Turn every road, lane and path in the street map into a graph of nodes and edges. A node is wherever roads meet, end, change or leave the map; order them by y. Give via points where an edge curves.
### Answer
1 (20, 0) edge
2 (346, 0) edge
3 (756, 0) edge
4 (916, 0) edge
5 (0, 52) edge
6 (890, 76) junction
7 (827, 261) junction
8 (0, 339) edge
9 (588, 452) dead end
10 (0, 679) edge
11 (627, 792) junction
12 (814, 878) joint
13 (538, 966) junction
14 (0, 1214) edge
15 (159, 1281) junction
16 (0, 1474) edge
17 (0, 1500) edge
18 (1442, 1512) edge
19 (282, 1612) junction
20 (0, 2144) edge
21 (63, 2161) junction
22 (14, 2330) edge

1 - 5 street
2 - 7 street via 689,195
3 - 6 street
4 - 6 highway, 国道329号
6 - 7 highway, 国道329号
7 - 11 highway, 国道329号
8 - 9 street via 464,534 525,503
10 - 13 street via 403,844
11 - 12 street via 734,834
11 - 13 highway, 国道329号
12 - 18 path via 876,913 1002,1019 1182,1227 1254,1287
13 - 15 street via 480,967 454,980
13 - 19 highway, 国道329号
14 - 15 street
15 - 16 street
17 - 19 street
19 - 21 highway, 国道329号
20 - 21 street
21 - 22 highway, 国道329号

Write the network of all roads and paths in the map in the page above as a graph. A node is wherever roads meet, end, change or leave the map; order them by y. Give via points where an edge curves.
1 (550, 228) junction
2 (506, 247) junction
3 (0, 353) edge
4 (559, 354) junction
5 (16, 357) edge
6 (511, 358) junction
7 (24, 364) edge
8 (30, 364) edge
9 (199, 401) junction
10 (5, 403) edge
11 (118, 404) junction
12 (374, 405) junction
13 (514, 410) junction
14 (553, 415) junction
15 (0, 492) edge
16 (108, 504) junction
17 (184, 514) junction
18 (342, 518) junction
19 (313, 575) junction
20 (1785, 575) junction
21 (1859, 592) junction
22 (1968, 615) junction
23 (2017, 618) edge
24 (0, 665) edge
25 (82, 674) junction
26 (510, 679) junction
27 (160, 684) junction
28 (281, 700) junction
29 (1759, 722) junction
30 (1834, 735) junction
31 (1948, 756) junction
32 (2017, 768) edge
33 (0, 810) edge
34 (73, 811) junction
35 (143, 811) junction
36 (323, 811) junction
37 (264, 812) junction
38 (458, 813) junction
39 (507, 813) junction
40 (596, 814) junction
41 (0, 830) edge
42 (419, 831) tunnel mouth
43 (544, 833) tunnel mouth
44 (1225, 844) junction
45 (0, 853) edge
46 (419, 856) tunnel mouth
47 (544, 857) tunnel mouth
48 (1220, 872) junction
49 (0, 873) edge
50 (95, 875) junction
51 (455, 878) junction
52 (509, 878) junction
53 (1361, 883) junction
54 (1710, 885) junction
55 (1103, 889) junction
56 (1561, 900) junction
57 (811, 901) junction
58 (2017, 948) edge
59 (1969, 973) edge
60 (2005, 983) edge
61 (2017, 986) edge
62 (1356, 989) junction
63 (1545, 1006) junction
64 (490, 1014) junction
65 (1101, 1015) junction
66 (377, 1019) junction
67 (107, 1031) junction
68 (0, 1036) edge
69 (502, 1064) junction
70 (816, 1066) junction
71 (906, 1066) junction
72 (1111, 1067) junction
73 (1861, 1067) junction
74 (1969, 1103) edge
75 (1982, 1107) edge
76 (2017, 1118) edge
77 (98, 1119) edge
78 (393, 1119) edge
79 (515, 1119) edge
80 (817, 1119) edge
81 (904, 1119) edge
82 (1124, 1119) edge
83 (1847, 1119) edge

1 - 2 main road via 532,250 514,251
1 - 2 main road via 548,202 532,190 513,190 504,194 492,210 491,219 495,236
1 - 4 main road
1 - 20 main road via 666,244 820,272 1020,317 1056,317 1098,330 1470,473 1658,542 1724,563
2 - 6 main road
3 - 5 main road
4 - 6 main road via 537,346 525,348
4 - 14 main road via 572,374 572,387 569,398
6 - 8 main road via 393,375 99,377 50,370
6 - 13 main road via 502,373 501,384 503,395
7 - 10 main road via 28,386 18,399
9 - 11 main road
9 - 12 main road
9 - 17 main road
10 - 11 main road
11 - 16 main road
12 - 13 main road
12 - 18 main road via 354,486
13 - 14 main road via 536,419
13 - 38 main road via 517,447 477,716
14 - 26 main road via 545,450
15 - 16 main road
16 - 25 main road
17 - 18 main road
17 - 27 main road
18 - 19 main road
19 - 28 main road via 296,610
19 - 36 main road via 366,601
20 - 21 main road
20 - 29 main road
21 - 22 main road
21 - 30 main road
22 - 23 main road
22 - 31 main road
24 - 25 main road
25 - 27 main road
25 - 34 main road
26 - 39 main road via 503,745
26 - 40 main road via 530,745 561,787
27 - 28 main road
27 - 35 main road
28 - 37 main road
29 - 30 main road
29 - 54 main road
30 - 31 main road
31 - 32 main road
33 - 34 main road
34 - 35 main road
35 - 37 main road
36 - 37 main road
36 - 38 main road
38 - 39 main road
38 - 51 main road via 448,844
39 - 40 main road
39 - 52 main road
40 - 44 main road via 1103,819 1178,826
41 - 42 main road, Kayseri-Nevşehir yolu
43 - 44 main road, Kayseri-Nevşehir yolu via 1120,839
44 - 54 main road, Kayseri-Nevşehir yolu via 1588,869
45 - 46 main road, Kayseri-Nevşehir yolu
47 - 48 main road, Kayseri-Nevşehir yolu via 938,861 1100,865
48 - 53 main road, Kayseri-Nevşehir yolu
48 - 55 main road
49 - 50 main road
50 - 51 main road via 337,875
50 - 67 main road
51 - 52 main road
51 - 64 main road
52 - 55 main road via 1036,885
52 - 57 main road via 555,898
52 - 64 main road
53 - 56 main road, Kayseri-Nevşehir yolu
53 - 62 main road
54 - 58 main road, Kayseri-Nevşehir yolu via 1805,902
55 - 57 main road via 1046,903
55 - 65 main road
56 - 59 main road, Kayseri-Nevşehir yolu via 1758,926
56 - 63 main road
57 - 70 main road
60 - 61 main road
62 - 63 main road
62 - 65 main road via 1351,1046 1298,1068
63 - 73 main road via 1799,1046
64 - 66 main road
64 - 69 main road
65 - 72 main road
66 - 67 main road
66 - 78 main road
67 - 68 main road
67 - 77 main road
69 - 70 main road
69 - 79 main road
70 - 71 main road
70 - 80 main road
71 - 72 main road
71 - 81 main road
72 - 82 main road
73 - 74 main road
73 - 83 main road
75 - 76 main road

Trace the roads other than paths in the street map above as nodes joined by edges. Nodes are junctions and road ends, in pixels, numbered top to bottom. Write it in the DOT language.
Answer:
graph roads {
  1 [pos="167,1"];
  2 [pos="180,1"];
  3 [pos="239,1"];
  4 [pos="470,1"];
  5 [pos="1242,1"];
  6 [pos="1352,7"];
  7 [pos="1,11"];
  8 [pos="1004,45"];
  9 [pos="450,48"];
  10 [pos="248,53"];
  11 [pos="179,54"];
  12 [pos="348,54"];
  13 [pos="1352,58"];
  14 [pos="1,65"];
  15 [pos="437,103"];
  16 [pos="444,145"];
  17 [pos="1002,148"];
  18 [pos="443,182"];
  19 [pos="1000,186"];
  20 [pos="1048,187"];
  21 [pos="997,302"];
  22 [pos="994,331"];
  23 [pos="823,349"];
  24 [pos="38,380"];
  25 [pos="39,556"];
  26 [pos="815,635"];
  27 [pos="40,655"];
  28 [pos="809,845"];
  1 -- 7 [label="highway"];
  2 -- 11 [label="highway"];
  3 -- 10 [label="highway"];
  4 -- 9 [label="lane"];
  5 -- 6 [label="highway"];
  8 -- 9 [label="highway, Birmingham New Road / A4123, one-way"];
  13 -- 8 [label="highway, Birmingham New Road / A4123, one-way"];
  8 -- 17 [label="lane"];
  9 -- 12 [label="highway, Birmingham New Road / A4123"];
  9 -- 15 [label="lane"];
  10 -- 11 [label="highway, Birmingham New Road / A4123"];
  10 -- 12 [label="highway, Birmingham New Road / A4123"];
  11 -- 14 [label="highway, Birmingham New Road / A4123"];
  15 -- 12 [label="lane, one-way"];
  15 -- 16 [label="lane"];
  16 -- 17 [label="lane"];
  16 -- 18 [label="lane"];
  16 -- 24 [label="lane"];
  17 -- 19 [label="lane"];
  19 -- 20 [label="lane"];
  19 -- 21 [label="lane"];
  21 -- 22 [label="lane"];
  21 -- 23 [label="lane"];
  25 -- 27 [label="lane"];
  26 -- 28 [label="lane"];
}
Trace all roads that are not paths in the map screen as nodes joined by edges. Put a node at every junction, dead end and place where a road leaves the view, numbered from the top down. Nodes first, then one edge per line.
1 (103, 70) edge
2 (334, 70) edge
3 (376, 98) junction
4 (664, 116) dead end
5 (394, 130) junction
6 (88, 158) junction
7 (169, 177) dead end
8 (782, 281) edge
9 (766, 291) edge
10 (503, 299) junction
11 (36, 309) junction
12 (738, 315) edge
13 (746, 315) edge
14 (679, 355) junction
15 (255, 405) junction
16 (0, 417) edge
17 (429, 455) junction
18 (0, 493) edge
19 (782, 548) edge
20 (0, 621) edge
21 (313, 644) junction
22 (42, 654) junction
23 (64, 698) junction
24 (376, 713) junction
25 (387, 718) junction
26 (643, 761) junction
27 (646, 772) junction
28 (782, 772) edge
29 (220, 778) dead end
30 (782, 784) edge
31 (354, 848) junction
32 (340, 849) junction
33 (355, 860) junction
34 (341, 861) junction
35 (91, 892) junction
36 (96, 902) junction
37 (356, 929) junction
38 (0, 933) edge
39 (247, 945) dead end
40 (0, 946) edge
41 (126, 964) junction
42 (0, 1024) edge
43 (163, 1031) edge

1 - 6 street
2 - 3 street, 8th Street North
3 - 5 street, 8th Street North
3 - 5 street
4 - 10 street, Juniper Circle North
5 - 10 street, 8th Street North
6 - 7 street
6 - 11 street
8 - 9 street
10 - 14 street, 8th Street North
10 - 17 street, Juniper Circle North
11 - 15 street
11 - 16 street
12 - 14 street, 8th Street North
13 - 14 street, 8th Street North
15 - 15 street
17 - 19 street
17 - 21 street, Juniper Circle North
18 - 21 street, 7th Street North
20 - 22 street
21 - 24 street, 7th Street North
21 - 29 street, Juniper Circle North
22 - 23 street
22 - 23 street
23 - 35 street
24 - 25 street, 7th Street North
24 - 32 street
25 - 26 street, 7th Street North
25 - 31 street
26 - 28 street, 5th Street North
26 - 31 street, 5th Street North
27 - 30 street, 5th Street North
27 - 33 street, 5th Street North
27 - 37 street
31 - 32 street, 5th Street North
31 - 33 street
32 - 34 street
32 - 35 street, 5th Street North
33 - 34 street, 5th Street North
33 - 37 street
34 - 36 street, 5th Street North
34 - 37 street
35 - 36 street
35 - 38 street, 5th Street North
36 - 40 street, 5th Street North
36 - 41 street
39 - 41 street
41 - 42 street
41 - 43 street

* [Task requirements]: Every line that contains the string "Give" should be copied from the records.

* [Task solution]:
Turn every road, lane and path in the street map into a graph of nodes and edges. A node is wherever roads meet, end, change or leave the map; order them by y. Give via points where an edge curves.
Write the network of all roads and paths in the map in the page above as a graph. A node is wherever roads meet, end, change or leave the map; order them by y. Give via points where an edge curves.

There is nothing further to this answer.